### WHAT TO PRODUCE
Out of the data below, copy every line with the string "dead".
'''
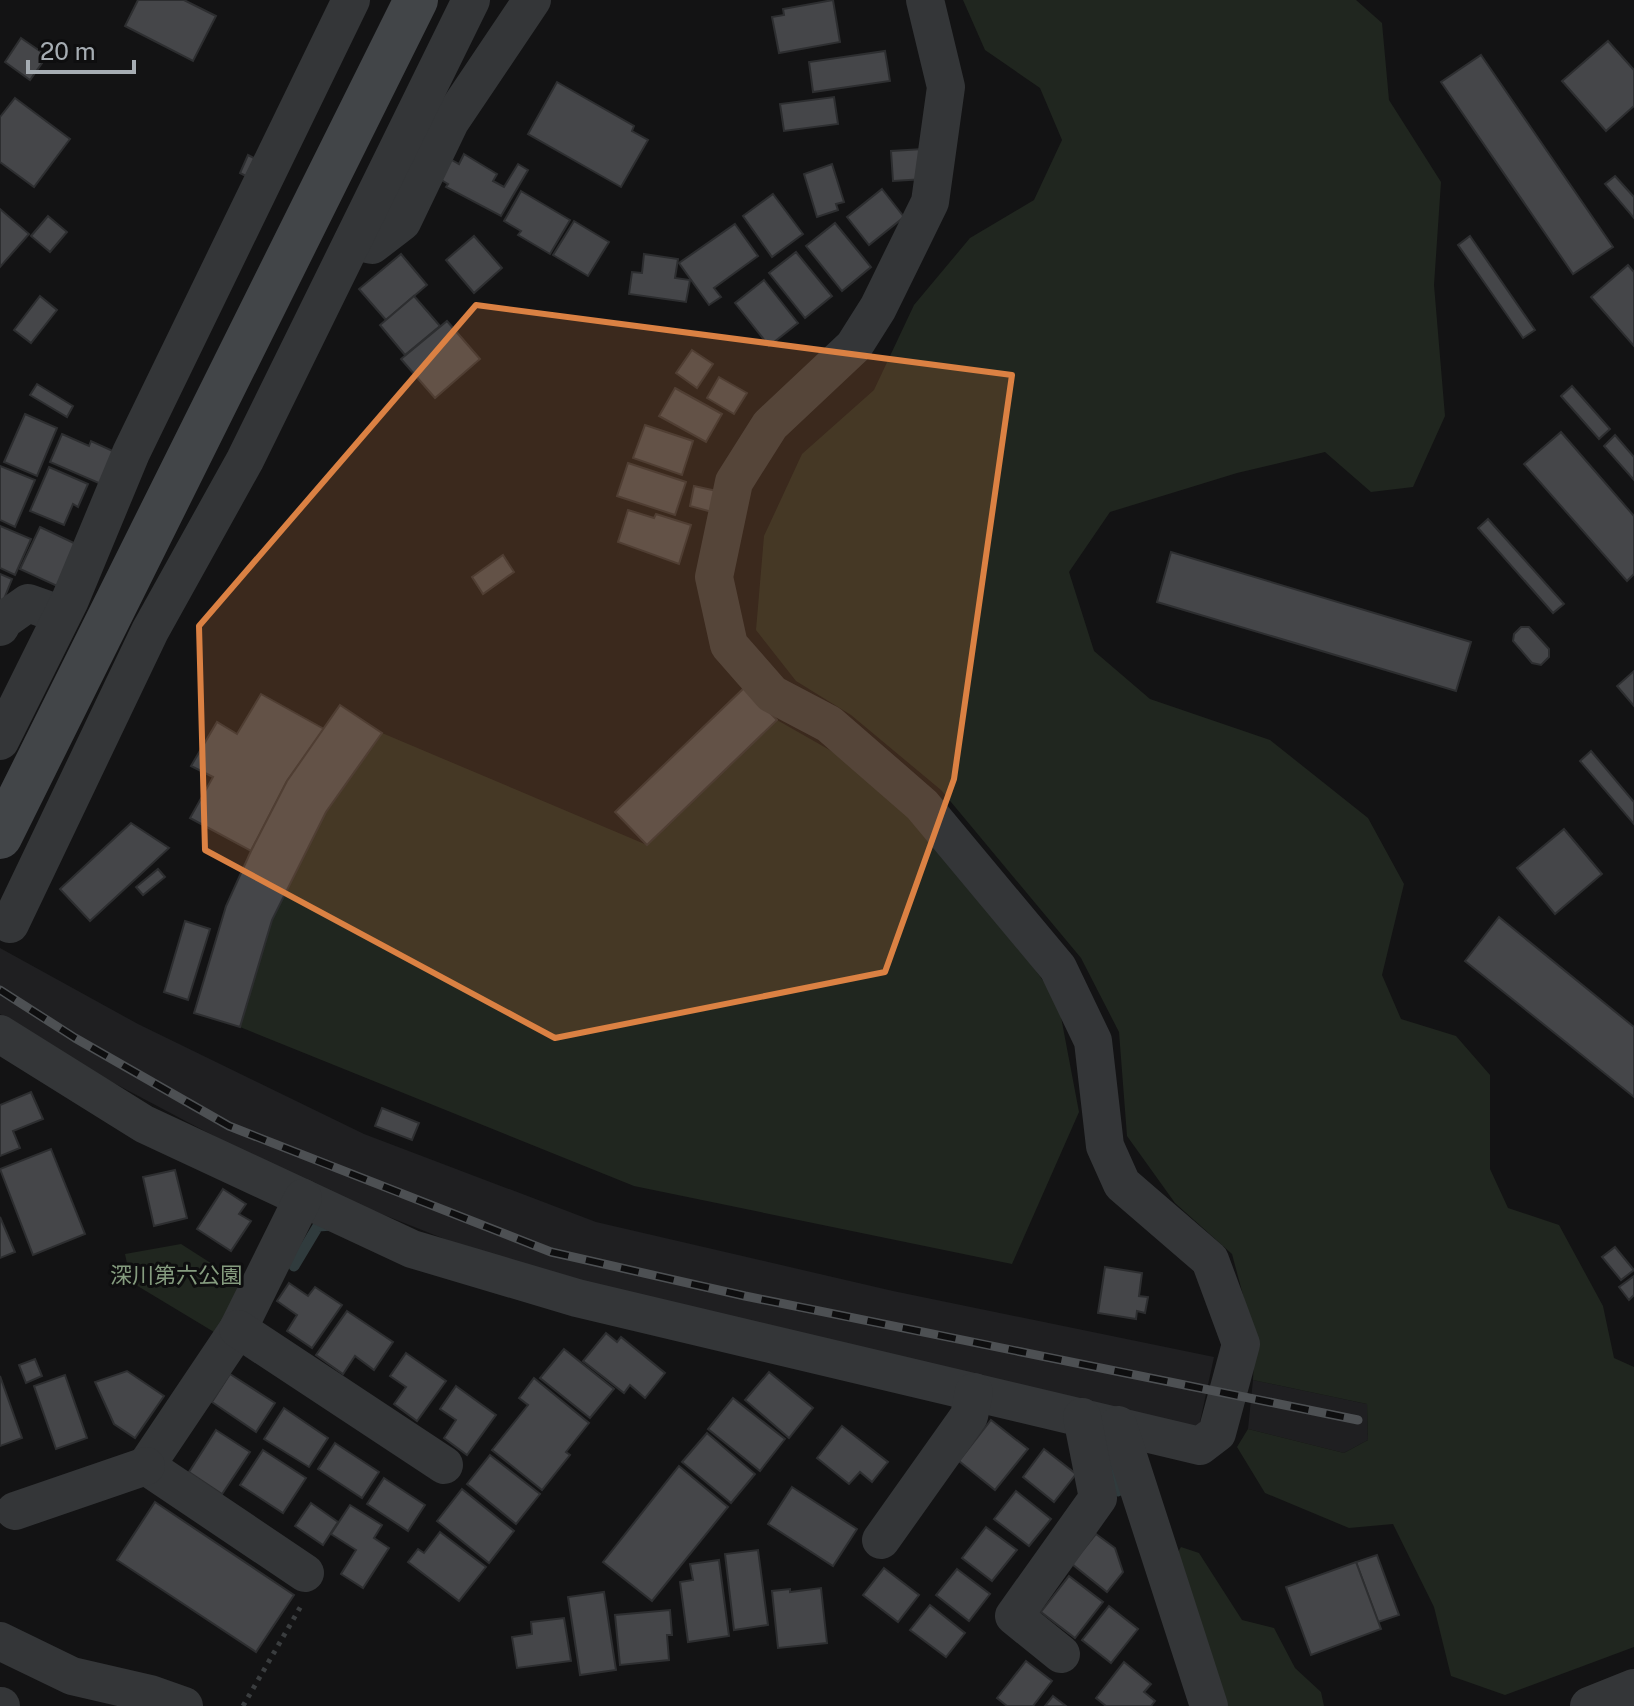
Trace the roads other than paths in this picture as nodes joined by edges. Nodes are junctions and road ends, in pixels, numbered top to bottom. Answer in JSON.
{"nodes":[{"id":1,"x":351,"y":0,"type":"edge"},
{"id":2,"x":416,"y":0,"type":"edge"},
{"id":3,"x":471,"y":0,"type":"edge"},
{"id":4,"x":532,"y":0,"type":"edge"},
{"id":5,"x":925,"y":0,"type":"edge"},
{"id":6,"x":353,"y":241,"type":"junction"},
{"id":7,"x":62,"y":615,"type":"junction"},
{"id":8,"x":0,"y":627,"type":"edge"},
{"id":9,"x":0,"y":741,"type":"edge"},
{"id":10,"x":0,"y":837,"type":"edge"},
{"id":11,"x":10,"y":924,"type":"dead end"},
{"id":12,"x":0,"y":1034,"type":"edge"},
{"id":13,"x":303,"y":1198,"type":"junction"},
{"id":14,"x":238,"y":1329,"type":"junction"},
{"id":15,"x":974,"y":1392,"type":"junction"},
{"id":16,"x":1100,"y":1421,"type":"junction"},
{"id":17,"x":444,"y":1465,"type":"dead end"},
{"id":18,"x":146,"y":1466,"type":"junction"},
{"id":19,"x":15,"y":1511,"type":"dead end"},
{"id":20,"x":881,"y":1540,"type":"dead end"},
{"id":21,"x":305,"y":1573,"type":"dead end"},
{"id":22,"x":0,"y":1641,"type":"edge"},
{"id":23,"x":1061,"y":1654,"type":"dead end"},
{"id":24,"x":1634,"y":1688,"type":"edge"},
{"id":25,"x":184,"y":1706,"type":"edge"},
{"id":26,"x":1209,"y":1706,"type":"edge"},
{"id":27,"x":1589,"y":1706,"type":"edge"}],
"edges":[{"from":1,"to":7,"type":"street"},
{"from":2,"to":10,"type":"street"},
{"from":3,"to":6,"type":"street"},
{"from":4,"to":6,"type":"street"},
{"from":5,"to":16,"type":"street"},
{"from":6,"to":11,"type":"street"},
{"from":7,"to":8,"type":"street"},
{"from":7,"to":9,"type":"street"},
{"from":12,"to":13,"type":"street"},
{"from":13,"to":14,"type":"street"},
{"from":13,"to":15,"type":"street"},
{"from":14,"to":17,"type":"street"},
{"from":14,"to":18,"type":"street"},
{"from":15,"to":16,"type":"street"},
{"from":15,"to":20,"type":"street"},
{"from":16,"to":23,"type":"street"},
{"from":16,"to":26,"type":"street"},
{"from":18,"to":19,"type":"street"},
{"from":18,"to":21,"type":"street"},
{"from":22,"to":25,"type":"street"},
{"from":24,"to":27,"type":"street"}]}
'''
### WRITTEN ANSWER
{"id":11,"x":10,"y":924,"type":"dead end"},
{"id":17,"x":444,"y":1465,"type":"dead end"},
{"id":19,"x":15,"y":1511,"type":"dead end"},
{"id":20,"x":881,"y":1540,"type":"dead end"},
{"id":21,"x":305,"y":1573,"type":"dead end"},
{"id":23,"x":1061,"y":1654,"type":"dead end"},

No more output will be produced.